Вообще, лор игры этим объяснял, почему в деревнях и городах
продолжается мирная жизнь. С поправками на ивент, но тем не менее:
становилось меньше миссий по типу «замочить волков», ибо какие
волки в лесу, где идёт месилово двух армий? А вот задания вроде
вынести мародёров, бандитов или дезертиров — росли как на дрожжах.
Короче, «Боги хранили покой людей». Пока, мол воины сражаются с
воинами — это справедливо. Люди выбрали себе такую профессию, вот и
рубятся. Как и ополченцы — отдают долг сюзерену.

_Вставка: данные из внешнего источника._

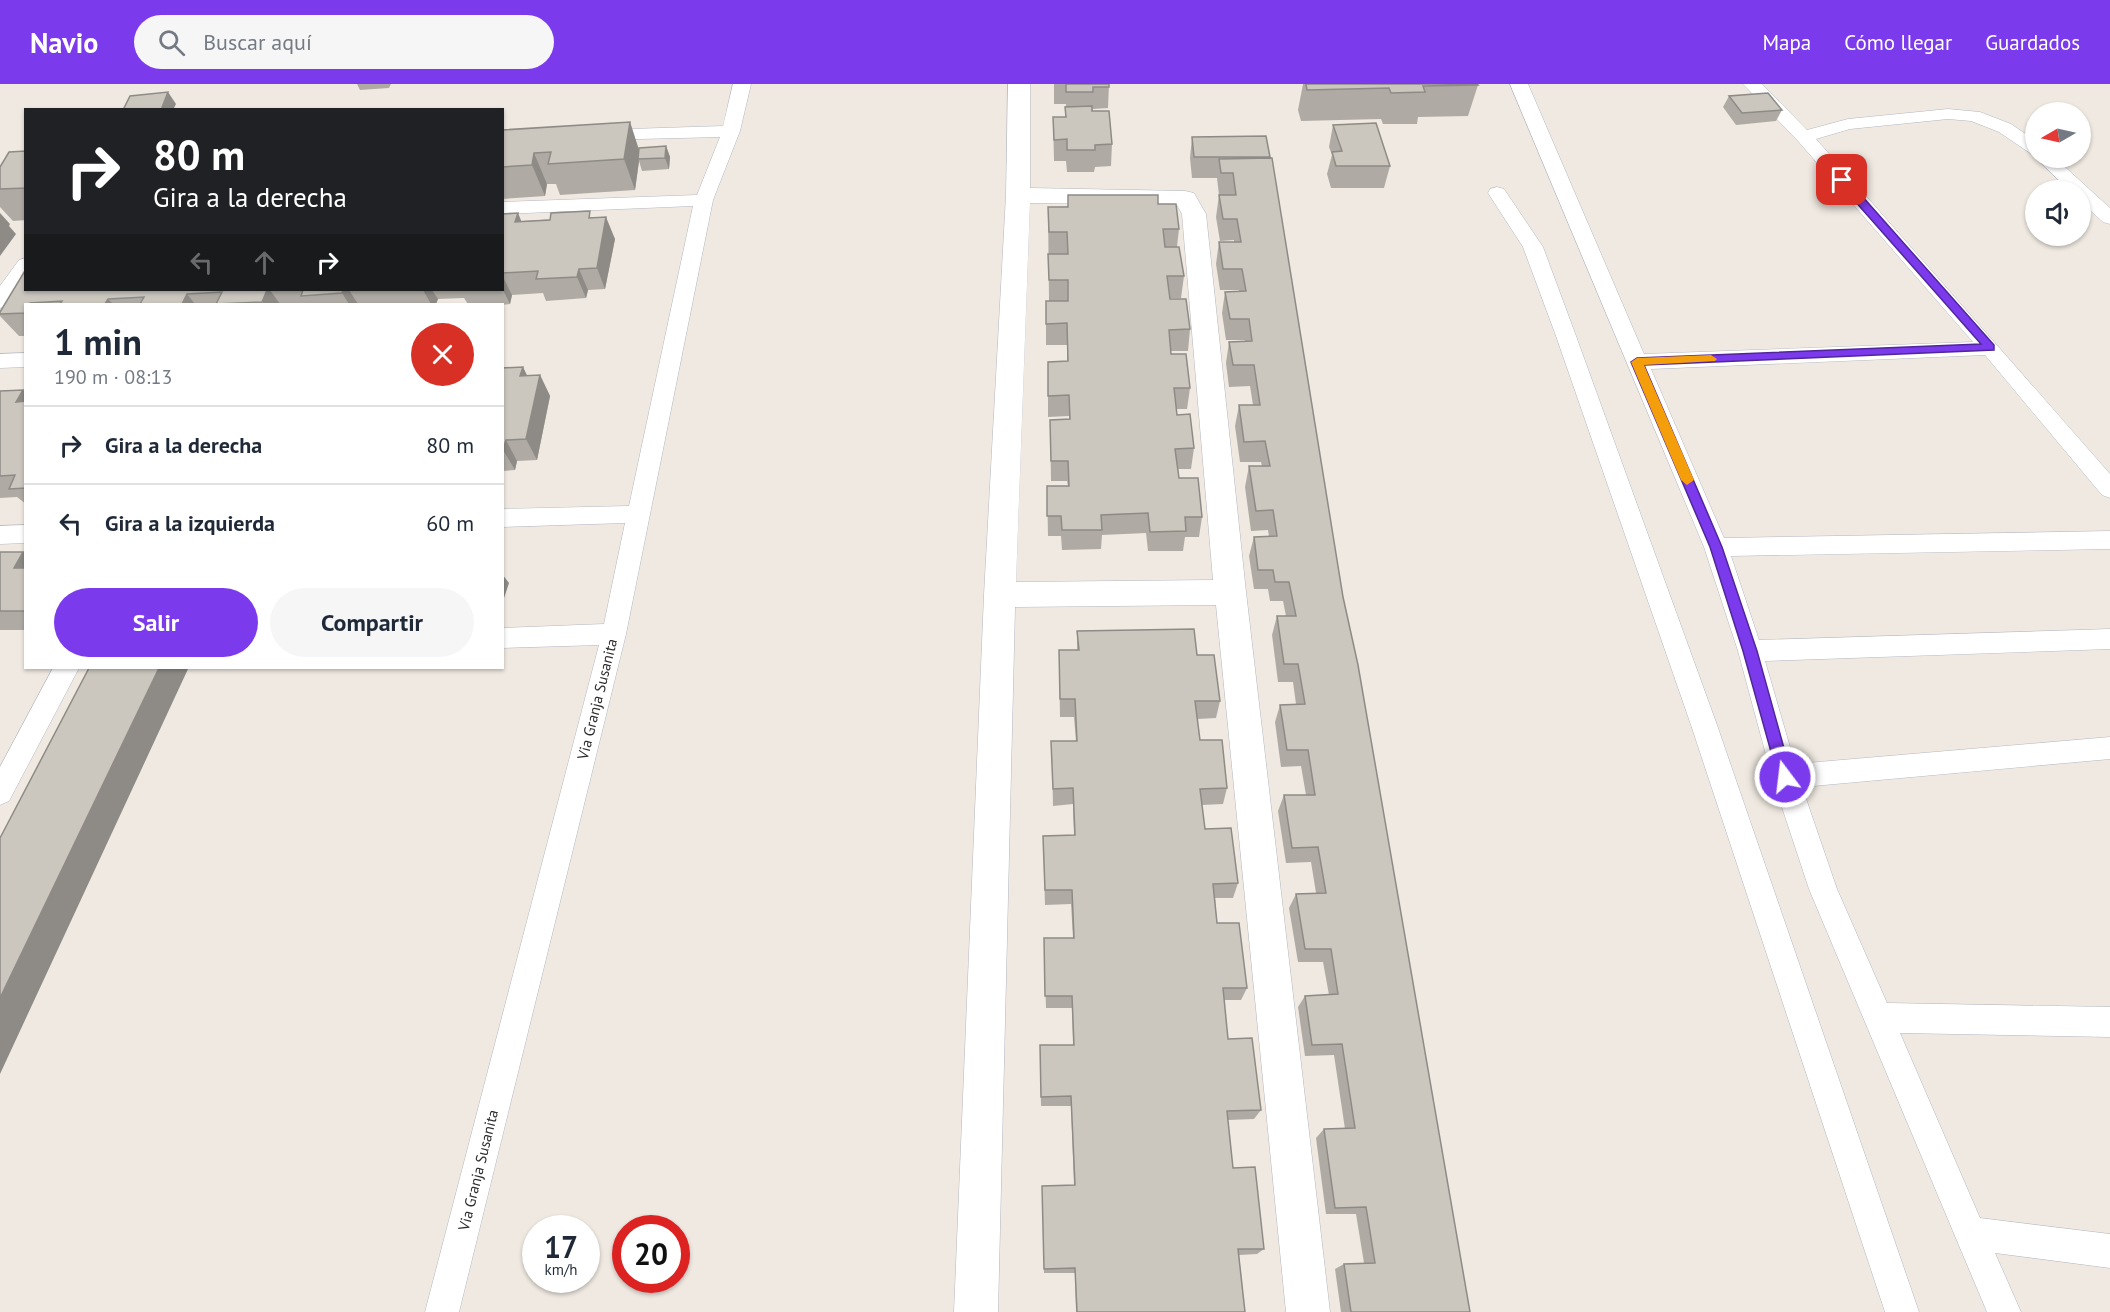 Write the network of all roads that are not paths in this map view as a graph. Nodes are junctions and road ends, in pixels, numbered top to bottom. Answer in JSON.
{"nodes":[{"id":1,"x":742,"y":84,"type":"edge"},
{"id":2,"x":1019,"y":84,"type":"edge"},
{"id":3,"x":1519,"y":84,"type":"edge"},
{"id":4,"x":1752,"y":84,"type":"edge"},
{"id":5,"x":731,"y":131,"type":"junction"},
{"id":6,"x":582,"y":136,"type":"edge"},
{"id":7,"x":1804,"y":137,"type":"junction"},
{"id":8,"x":2025,"y":142,"type":"edge"},
{"id":9,"x":2056,"y":168,"type":"edge"},
{"id":10,"x":1497,"y":193,"type":"dead end"},
{"id":11,"x":1017,"y":195,"type":"junction"},
{"id":12,"x":704,"y":200,"type":"junction"},
{"id":13,"x":504,"y":208,"type":"edge"},
{"id":14,"x":2110,"y":218,"type":"edge"},
{"id":15,"x":24,"y":267,"type":"edge"},
{"id":16,"x":0,"y":302,"type":"edge"},
{"id":17,"x":1990,"y":348,"type":"junction"},
{"id":18,"x":24,"y":360,"type":"edge"},
{"id":19,"x":0,"y":361,"type":"edge"},
{"id":20,"x":1637,"y":362,"type":"junction"},
{"id":21,"x":2110,"y":489,"type":"edge"},
{"id":22,"x":640,"y":514,"type":"junction"},
{"id":23,"x":504,"y":518,"type":"edge"},
{"id":24,"x":24,"y":534,"type":"edge"},
{"id":25,"x":0,"y":535,"type":"edge"},
{"id":26,"x":2110,"y":540,"type":"edge"},
{"id":27,"x":1716,"y":547,"type":"junction"},
{"id":28,"x":1230,"y":592,"type":"junction"},
{"id":29,"x":1000,"y":595,"type":"junction"},
{"id":30,"x":614,"y":634,"type":"junction"},
{"id":31,"x":504,"y":638,"type":"edge"},
{"id":32,"x":2110,"y":639,"type":"edge"},
{"id":33,"x":1750,"y":651,"type":"junction"},
{"id":34,"x":65,"y":669,"type":"edge"},
{"id":35,"x":2110,"y":748,"type":"edge"},
{"id":36,"x":1785,"y":777,"type":"junction"},
{"id":37,"x":0,"y":793,"type":"edge"},
{"id":38,"x":1878,"y":1018,"type":"junction"},
{"id":39,"x":2110,"y":1022,"type":"edge"},
{"id":40,"x":1970,"y":1233,"type":"junction"},
{"id":41,"x":2110,"y":1251,"type":"edge"},
{"id":42,"x":442,"y":1312,"type":"edge"},
{"id":43,"x":976,"y":1312,"type":"edge"},
{"id":44,"x":1308,"y":1312,"type":"edge"},
{"id":45,"x":1902,"y":1312,"type":"edge"},
{"id":46,"x":2004,"y":1312,"type":"edge"}],
"edges":[{"from":1,"to":5,"type":"lane","name":"Via Granja Susanita"},
{"from":2,"to":11,"type":"street"},
{"from":3,"to":20,"type":"lane"},
{"from":4,"to":7,"type":"lane"},
{"from":5,"to":6,"type":"lane"},
{"from":5,"to":12,"type":"lane","name":"Via Granja Susanita"},
{"from":7,"to":8,"type":"lane"},
{"from":7,"to":17,"type":"lane"},
{"from":9,"to":14,"type":"lane"},
{"from":10,"to":45,"type":"lane"},
{"from":11,"to":28,"type":"street"},
{"from":11,"to":29,"type":"street"},
{"from":12,"to":13,"type":"lane"},
{"from":12,"to":22,"type":"lane","name":"Via Granja Susanita"},
{"from":15,"to":16,"type":"lane"},
{"from":17,"to":20,"type":"lane"},
{"from":17,"to":21,"type":"lane"},
{"from":18,"to":19,"type":"lane"},
{"from":20,"to":27,"type":"lane"},
{"from":22,"to":23,"type":"lane"},
{"from":22,"to":30,"type":"lane","name":"Via Granja Susanita"},
{"from":24,"to":25,"type":"lane"},
{"from":26,"to":27,"type":"lane"},
{"from":27,"to":33,"type":"lane"},
{"from":28,"to":29,"type":"street"},
{"from":28,"to":44,"type":"street"},
{"from":29,"to":43,"type":"street"},
{"from":30,"to":31,"type":"lane"},
{"from":30,"to":42,"type":"lane","name":"Via Granja Susanita"},
{"from":32,"to":33,"type":"lane"},
{"from":33,"to":36,"type":"lane"},
{"from":34,"to":37,"type":"lane"},
{"from":35,"to":36,"type":"lane"},
{"from":36,"to":38,"type":"lane"},
{"from":38,"to":39,"type":"lane"},
{"from":38,"to":40,"type":"lane"},
{"from":40,"to":41,"type":"lane"},
{"from":40,"to":46,"type":"lane"}]} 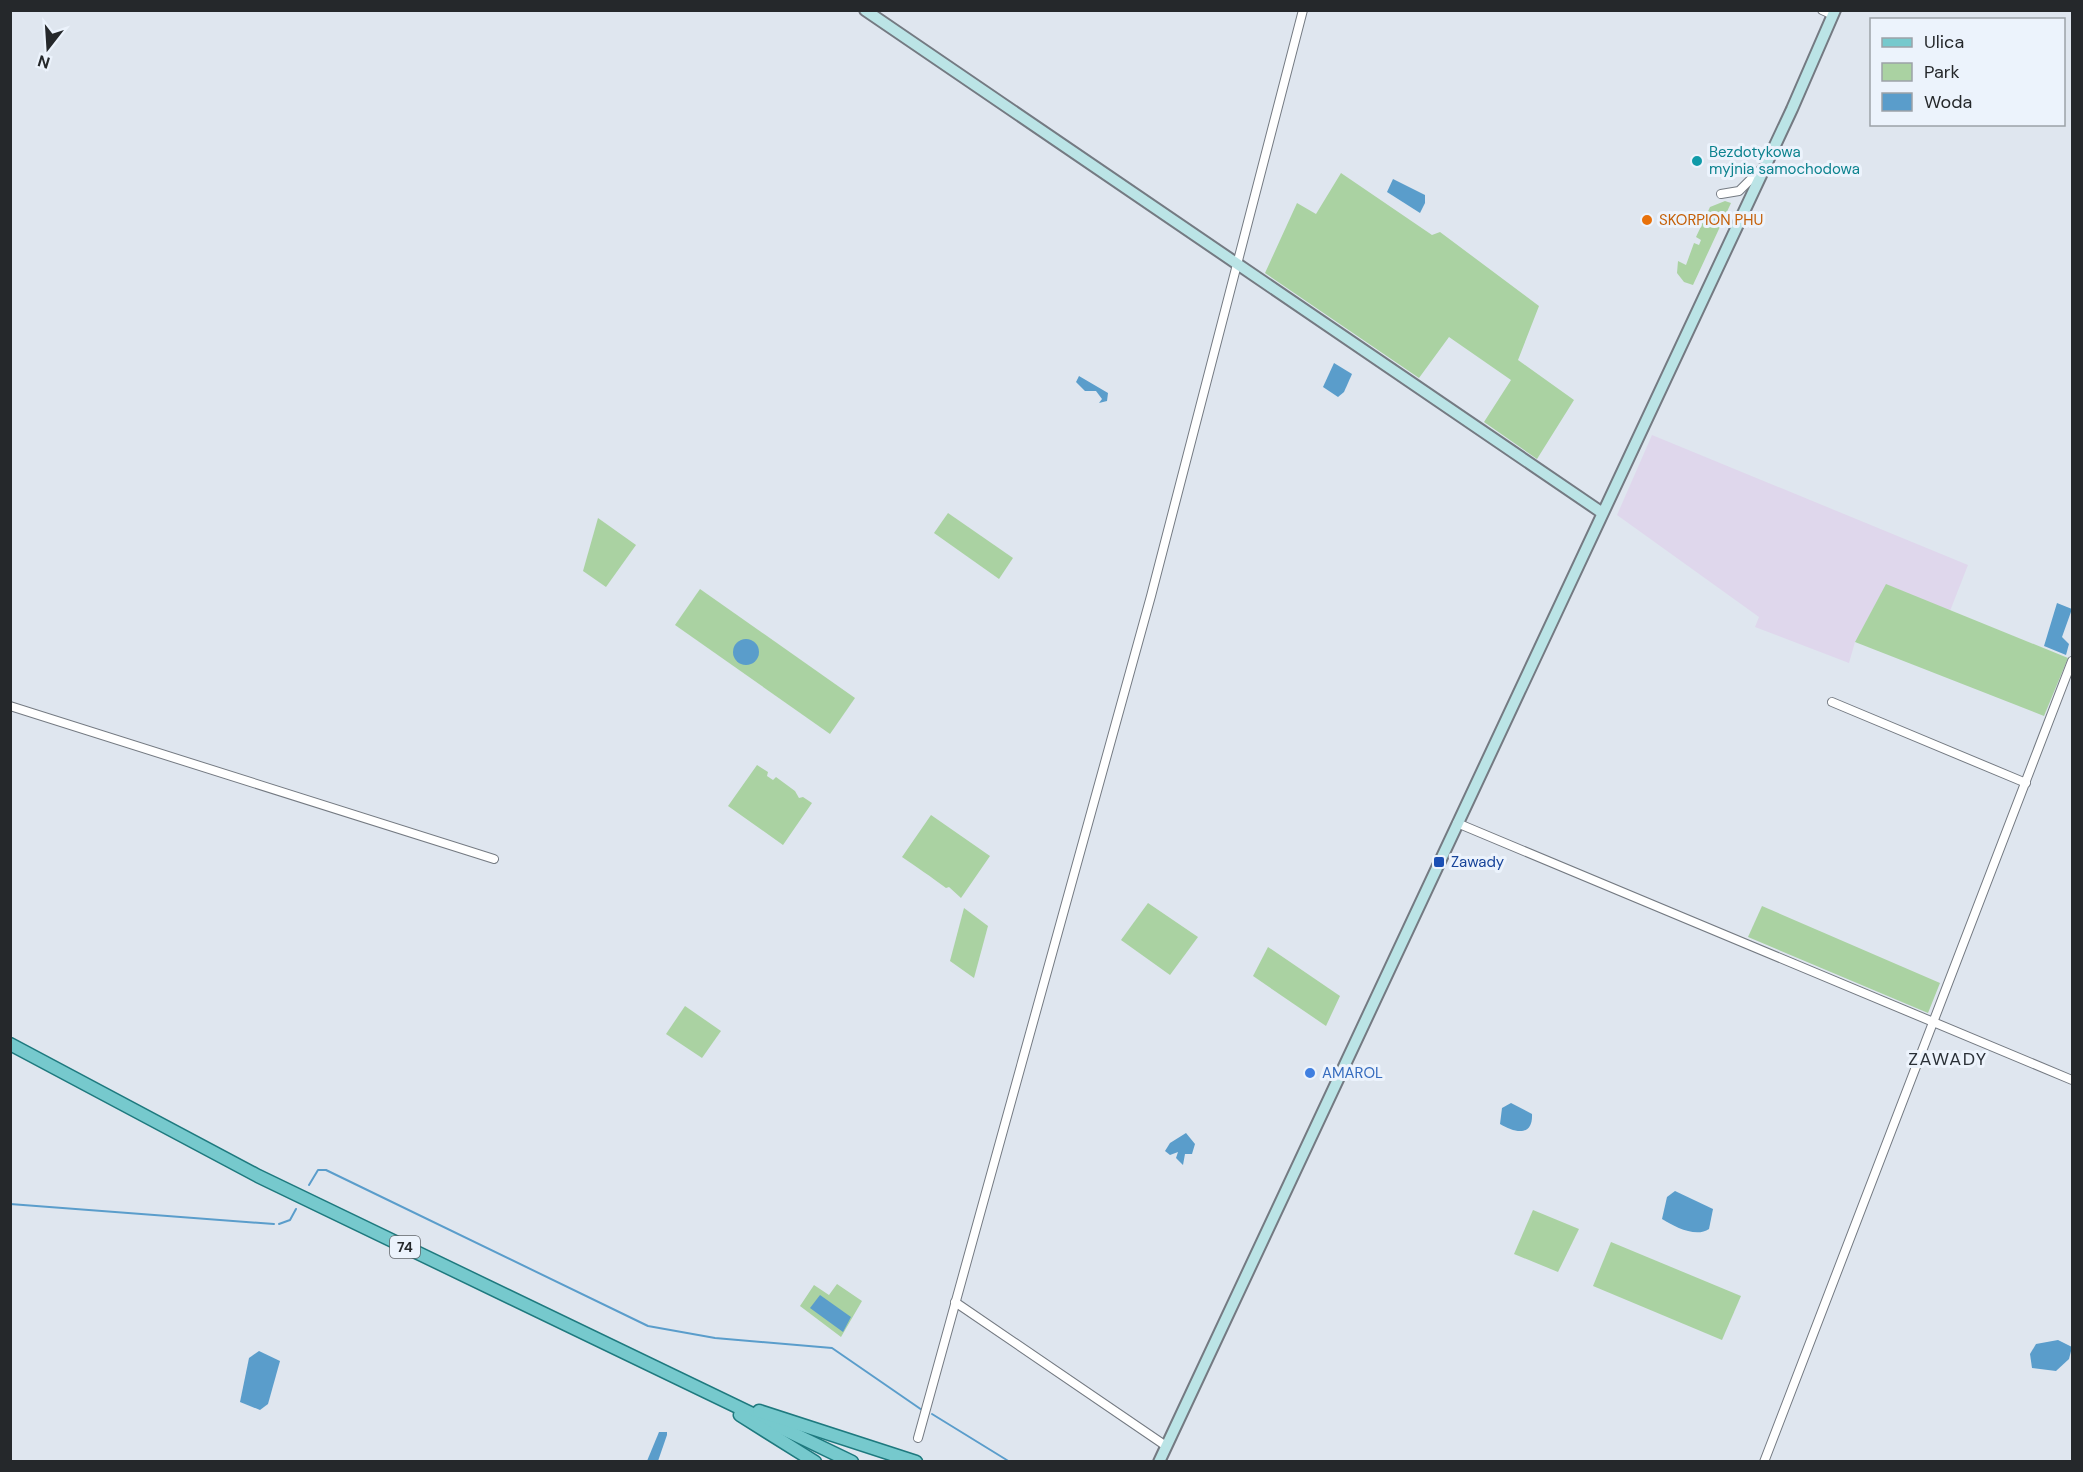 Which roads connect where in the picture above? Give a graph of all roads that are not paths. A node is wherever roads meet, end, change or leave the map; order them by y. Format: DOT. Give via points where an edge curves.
graph roads {
  1 [pos="865,10"];
  2 [pos="1303,10"];
  3 [pos="1831,13"];
  4 [pos="1764,166"];
  5 [pos="1721,194"];
  6 [pos="1238,262"];
  7 [pos="1601,512"];
  8 [pos="2073,661"];
  9 [pos="1832,702"];
  10 [pos="10,706"];
  11 [pos="2026,783"];
  12 [pos="1457,823"];
  13 [pos="494,859"];
  14 [pos="1935,1023"];
  15 [pos="10,1044"];
  16 [pos="2073,1080"];
  17 [pos="955,1302"];
  18 [pos="713,1395"];
  19 [pos="918,1438"];
  20 [pos="1166,1446"];
  21 [pos="815,1461"];
  22 [pos="852,1461"];
  23 [pos="916,1461"];
  24 [pos="1159,1461"];
  25 [pos="1764,1461"];
  1 -- 6 [label="main road"];
  2 -- 6 [label="street"];
  3 -- 4 [label="main road"];
  4 -- 5 [label="street" via="1739,191"];
  4 -- 7 [label="main road"];
  6 -- 7 [label="main road"];
  6 -- 17 [label="street" via="1076,872"];
  7 -- 12 [label="main road"];
  8 -- 11 [label="street"];
  9 -- 11 [label="street"];
  10 -- 13 [label="street"];
  11 -- 14 [label="street"];
  12 -- 14 [label="street"];
  12 -- 20 [label="main road"];
  14 -- 16 [label="street"];
  14 -- 25 [label="street"];
  15 -- 18 [label="main road, 74" via="258,1176"];
  17 -- 19 [label="street"];
  17 -- 20 [label="street"];
  18 -- 21 [label="main road" via="746,1420"];
  18 -- 22 [label="main road, 74"];
  18 -- 23 [label="main road"];
  20 -- 24 [label="main road"];
}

А вот если напасть на мирную деревню, то паладины и жрецы могут
и своим вломить. Причём все — и свои и чужие. Еще и «Справедляки»,
типа меня, набегут. В общем, мои действия, как ни посмотри,
абсолютно правильные. И с точки зрения «Длани Справедливости», и
относительно собственных взглядов. Воины, нападающие на мирных
жителей, на женщин и детей — не солдаты. Это мразь и грязь,
исполняющая преступные приказы гнусного бандита. От таких мир надо
чистить.
Не обязательно, конечно, всех резать — можно и страже сдать,
пусть отрабатывают в рудниках каких. Пленных я бы и крестьянам
отдал, ну нет к ним жалости, но опасаюсь, что местные набольшие не
оценят самоуправства деревенских… а оно будет: я видел какими
глазами на связанных мужиков в портках смотрел отец погибшего
ребёнка…
— Марк, вот ты мне скажи, — расслабленно сидел я на скамье под
деревом у дома старосты. — Лес Тоб у вас под боком — живность
всякая, граница, все дела. Где частокол?
— Дык… — сидящий рядом мужик помялся, потом вздохнул. — Спокойно
у нас, господин Максимилиан. Тихо. Из лесу, почитай, и не лезет
ничего. Охотники всякую живность в округе выбили, волки если и
шалят, то только по зиме, да и то… И не помню уже, когда кого даже
кусали, не то, что задрали. Разбойников отродясь не было — брать с
нас нечего, а в лес Тоб глубоко ходить нельзя — не вернёшься, так
что негде бандам прятаться. А нечисти всякой вообще не видели,
кроме пары гоблинов лет пять назад — их наши охотники пристрелили.
Авантюристы окрестности временами чистят, когда алхимики да
травники собирают всякое-разное. Вот мы и… ну… на потом, значит…
Людей-то мало у нас, двадцать пять семей, сто двадцать человек…
было.
Мужчина вздохнул, опустив глаза, а я, рефлекторно, положил
ладонь ему на плечо, стараясь как-то утешить. Дядька мне нравился:
простой, не особо раболепствовал, после моей просьбы говорить
прямо, не глупый, обстоятельный. Чуть полноватый, но явно не рохля,
а скорее просто мощный — к труду привычен, а что поесть любит, так
это его дело и мастерства жены в готовке.